» ASSIGNED TASK
Your reply should contain every record, restated word for word.

○ ○ ○ ○

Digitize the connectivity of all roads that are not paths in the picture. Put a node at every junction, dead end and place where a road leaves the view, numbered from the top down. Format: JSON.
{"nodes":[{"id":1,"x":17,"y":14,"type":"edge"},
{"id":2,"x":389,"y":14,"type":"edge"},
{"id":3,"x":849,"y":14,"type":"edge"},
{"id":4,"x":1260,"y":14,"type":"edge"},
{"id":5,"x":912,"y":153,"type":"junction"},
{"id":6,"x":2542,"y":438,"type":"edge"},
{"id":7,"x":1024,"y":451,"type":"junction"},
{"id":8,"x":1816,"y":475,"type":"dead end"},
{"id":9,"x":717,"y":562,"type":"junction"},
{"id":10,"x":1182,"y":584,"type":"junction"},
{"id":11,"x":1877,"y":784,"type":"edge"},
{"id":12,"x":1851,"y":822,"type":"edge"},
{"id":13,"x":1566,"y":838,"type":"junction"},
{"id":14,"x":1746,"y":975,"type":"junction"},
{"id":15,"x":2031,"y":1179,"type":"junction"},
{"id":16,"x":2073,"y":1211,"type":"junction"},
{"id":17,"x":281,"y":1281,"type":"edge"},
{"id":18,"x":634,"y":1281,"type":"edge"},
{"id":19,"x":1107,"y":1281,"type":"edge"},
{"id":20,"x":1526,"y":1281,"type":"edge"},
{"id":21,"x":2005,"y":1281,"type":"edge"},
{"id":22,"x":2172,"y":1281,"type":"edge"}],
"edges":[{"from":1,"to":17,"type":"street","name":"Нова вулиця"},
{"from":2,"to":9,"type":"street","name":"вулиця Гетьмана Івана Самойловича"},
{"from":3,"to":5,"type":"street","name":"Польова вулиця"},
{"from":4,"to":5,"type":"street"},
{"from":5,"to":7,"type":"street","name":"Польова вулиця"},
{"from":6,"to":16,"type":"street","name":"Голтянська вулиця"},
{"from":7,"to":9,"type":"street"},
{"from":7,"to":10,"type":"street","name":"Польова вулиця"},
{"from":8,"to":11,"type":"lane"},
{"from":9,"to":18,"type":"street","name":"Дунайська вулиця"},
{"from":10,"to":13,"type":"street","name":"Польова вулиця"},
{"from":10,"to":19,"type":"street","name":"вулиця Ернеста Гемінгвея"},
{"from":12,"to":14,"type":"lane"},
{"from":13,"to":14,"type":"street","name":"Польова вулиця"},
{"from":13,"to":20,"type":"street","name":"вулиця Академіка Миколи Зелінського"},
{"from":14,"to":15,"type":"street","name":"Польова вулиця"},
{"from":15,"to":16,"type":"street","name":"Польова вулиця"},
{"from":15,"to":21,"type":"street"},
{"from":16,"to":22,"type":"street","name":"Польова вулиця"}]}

○ ○ ○ ○

» OUTPUT OF THE EXERCISE
Digitize the connectivity of all roads that are not paths in the picture. Put a node at every junction, dead end and place where a road leaves the view, numbered from the top down. Format: JSON.
{"nodes":[{"id":1,"x":17,"y":14,"type":"edge"},
{"id":2,"x":389,"y":14,"type":"edge"},
{"id":3,"x":849,"y":14,"type":"edge"},
{"id":4,"x":1260,"y":14,"type":"edge"},
{"id":5,"x":912,"y":153,"type":"junction"},
{"id":6,"x":2542,"y":438,"type":"edge"},
{"id":7,"x":1024,"y":451,"type":"junction"},
{"id":8,"x":1816,"y":475,"type":"dead end"},
{"id":9,"x":717,"y":562,"type":"junction"},
{"id":10,"x":1182,"y":584,"type":"junction"},
{"id":11,"x":1877,"y":784,"type":"edge"},
{"id":12,"x":1851,"y":822,"type":"edge"},
{"id":13,"x":1566,"y":838,"type":"junction"},
{"id":14,"x":1746,"y":975,"type":"junction"},
{"id":15,"x":2031,"y":1179,"type":"junction"},
{"id":16,"x":2073,"y":1211,"type":"junction"},
{"id":17,"x":281,"y":1281,"type":"edge"},
{"id":18,"x":634,"y":1281,"type":"edge"},
{"id":19,"x":1107,"y":1281,"type":"edge"},
{"id":20,"x":1526,"y":1281,"type":"edge"},
{"id":21,"x":2005,"y":1281,"type":"edge"},
{"id":22,"x":2172,"y":1281,"type":"edge"}],
"edges":[{"from":1,"to":17,"type":"street","name":"Нова вулиця"},
{"from":2,"to":9,"type":"street","name":"вулиця Гетьмана Івана Самойловича"},
{"from":3,"to":5,"type":"street","name":"Польова вулиця"},
{"from":4,"to":5,"type":"street"},
{"from":5,"to":7,"type":"street","name":"Польова вулиця"},
{"from":6,"to":16,"type":"street","name":"Голтянська вулиця"},
{"from":7,"to":9,"type":"street"},
{"from":7,"to":10,"type":"street","name":"Польова вулиця"},
{"from":8,"to":11,"type":"lane"},
{"from":9,"to":18,"type":"street","name":"Дунайська вулиця"},
{"from":10,"to":13,"type":"street","name":"Польова вулиця"},
{"from":10,"to":19,"type":"street","name":"вулиця Ернеста Гемінгвея"},
{"from":12,"to":14,"type":"lane"},
{"from":13,"to":14,"type":"street","name":"Польова вулиця"},
{"from":13,"to":20,"type":"street","name":"вулиця Академіка Миколи Зелінського"},
{"from":14,"to":15,"type":"street","name":"Польова вулиця"},
{"from":15,"to":16,"type":"street","name":"Польова вулиця"},
{"from":15,"to":21,"type":"street"},
{"from":16,"to":22,"type":"street","name":"Польова вулиця"}]}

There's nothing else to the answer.